**Supplied material**
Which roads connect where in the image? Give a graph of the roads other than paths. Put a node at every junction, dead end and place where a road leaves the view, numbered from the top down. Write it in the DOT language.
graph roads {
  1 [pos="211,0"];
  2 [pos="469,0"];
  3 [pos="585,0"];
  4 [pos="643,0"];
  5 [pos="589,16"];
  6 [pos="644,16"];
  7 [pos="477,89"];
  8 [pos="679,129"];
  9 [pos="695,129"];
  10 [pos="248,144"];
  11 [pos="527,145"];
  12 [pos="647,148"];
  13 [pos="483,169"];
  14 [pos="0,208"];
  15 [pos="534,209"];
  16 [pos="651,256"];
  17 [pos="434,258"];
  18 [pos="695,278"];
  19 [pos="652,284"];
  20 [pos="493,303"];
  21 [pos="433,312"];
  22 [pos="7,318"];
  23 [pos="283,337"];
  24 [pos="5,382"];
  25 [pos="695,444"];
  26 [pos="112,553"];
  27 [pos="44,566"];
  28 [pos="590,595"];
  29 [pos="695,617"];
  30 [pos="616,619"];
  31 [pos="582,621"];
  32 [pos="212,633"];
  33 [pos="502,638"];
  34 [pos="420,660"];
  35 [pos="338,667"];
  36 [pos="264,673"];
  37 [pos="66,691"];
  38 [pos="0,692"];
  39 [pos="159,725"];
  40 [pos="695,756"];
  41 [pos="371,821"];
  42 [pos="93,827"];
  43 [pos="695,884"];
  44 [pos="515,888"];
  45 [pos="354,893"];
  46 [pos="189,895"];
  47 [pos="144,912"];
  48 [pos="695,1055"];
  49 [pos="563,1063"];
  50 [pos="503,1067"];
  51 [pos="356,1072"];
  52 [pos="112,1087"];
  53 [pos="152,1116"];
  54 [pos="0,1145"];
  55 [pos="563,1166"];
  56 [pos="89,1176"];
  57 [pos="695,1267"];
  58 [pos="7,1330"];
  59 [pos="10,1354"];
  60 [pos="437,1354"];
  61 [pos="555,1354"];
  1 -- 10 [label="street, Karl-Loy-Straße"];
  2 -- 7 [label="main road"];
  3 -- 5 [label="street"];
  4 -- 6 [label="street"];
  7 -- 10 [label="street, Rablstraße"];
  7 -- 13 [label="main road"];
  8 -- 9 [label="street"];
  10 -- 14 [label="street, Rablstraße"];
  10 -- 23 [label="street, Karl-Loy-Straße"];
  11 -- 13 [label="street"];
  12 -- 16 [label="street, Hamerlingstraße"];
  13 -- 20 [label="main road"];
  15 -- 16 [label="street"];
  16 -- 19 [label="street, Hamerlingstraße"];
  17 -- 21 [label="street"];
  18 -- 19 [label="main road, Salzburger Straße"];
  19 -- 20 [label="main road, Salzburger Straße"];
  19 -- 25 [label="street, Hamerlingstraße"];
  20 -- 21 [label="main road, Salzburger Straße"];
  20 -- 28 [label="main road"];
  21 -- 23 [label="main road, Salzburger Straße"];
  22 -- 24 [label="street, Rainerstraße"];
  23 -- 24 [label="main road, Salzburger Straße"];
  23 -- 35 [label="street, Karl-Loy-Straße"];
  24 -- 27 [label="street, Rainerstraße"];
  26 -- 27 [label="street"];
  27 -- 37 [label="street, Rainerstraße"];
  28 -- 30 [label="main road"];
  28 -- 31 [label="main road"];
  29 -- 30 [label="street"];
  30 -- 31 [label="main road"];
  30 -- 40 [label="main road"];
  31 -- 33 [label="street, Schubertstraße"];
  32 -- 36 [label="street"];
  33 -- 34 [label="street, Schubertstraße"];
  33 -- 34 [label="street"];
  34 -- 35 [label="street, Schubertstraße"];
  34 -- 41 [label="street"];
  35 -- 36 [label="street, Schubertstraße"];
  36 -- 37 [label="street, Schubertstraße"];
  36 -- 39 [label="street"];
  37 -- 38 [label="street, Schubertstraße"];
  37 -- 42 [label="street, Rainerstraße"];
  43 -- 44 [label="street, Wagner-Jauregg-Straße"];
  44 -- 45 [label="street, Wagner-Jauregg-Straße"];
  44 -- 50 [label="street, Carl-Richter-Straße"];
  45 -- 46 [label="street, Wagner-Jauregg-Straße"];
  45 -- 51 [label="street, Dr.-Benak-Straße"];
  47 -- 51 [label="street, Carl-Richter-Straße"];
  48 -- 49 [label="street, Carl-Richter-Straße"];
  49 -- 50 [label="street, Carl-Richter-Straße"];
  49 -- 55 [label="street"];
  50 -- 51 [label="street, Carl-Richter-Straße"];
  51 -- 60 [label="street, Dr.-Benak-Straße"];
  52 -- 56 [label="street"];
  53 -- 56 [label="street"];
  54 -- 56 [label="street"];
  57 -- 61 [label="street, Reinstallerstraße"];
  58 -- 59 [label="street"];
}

**Task**
Write down every entry exactly.

**Solution to the exercise**
Which roads connect where in the image? Give a graph of the roads other than paths. Put a node at every junction, dead end and place where a road leaves the view, numbered from the top down. Write it in the DOT language.
graph roads {
  1 [pos="211,0"];
  2 [pos="469,0"];
  3 [pos="585,0"];
  4 [pos="643,0"];
  5 [pos="589,16"];
  6 [pos="644,16"];
  7 [pos="477,89"];
  8 [pos="679,129"];
  9 [pos="695,129"];
  10 [pos="248,144"];
  11 [pos="527,145"];
  12 [pos="647,148"];
  13 [pos="483,169"];
  14 [pos="0,208"];
  15 [pos="534,209"];
  16 [pos="651,256"];
  17 [pos="434,258"];
  18 [pos="695,278"];
  19 [pos="652,284"];
  20 [pos="493,303"];
  21 [pos="433,312"];
  22 [pos="7,318"];
  23 [pos="283,337"];
  24 [pos="5,382"];
  25 [pos="695,444"];
  26 [pos="112,553"];
  27 [pos="44,566"];
  28 [pos="590,595"];
  29 [pos="695,617"];
  30 [pos="616,619"];
  31 [pos="582,621"];
  32 [pos="212,633"];
  33 [pos="502,638"];
  34 [pos="420,660"];
  35 [pos="338,667"];
  36 [pos="264,673"];
  37 [pos="66,691"];
  38 [pos="0,692"];
  39 [pos="159,725"];
  40 [pos="695,756"];
  41 [pos="371,821"];
  42 [pos="93,827"];
  43 [pos="695,884"];
  44 [pos="515,888"];
  45 [pos="354,893"];
  46 [pos="189,895"];
  47 [pos="144,912"];
  48 [pos="695,1055"];
  49 [pos="563,1063"];
  50 [pos="503,1067"];
  51 [pos="356,1072"];
  52 [pos="112,1087"];
  53 [pos="152,1116"];
  54 [pos="0,1145"];
  55 [pos="563,1166"];
  56 [pos="89,1176"];
  57 [pos="695,1267"];
  58 [pos="7,1330"];
  59 [pos="10,1354"];
  60 [pos="437,1354"];
  61 [pos="555,1354"];
  1 -- 10 [label="street, Karl-Loy-Straße"];
  2 -- 7 [label="main road"];
  3 -- 5 [label="street"];
  4 -- 6 [label="street"];
  7 -- 10 [label="street, Rablstraße"];
  7 -- 13 [label="main road"];
  8 -- 9 [label="street"];
  10 -- 14 [label="street, Rablstraße"];
  10 -- 23 [label="street, Karl-Loy-Straße"];
  11 -- 13 [label="street"];
  12 -- 16 [label="street, Hamerlingstraße"];
  13 -- 20 [label="main road"];
  15 -- 16 [label="street"];
  16 -- 19 [label="street, Hamerlingstraße"];
  17 -- 21 [label="street"];
  18 -- 19 [label="main road, Salzburger Straße"];
  19 -- 20 [label="main road, Salzburger Straße"];
  19 -- 25 [label="street, Hamerlingstraße"];
  20 -- 21 [label="main road, Salzburger Straße"];
  20 -- 28 [label="main road"];
  21 -- 23 [label="main road, Salzburger Straße"];
  22 -- 24 [label="street, Rainerstraße"];
  23 -- 24 [label="main road, Salzburger Straße"];
  23 -- 35 [label="street, Karl-Loy-Straße"];
  24 -- 27 [label="street, Rainerstraße"];
  26 -- 27 [label="street"];
  27 -- 37 [label="street, Rainerstraße"];
  28 -- 30 [label="main road"];
  28 -- 31 [label="main road"];
  29 -- 30 [label="street"];
  30 -- 31 [label="main road"];
  30 -- 40 [label="main road"];
  31 -- 33 [label="street, Schubertstraße"];
  32 -- 36 [label="street"];
  33 -- 34 [label="street, Schubertstraße"];
  33 -- 34 [label="street"];
  34 -- 35 [label="street, Schubertstraße"];
  34 -- 41 [label="street"];
  35 -- 36 [label="street, Schubertstraße"];
  36 -- 37 [label="street, Schubertstraße"];
  36 -- 39 [label="street"];
  37 -- 38 [label="street, Schubertstraße"];
  37 -- 42 [label="street, Rainerstraße"];
  43 -- 44 [label="street, Wagner-Jauregg-Straße"];
  44 -- 45 [label="street, Wagner-Jauregg-Straße"];
  44 -- 50 [label="street, Carl-Richter-Straße"];
  45 -- 46 [label="street, Wagner-Jauregg-Straße"];
  45 -- 51 [label="street, Dr.-Benak-Straße"];
  47 -- 51 [label="street, Carl-Richter-Straße"];
  48 -- 49 [label="street, Carl-Richter-Straße"];
  49 -- 50 [label="street, Carl-Richter-Straße"];
  49 -- 55 [label="street"];
  50 -- 51 [label="street, Carl-Richter-Straße"];
  51 -- 60 [label="street, Dr.-Benak-Straße"];
  52 -- 56 [label="street"];
  53 -- 56 [label="street"];
  54 -- 56 [label="street"];
  57 -- 61 [label="street, Reinstallerstraße"];
  58 -- 59 [label="street"];
}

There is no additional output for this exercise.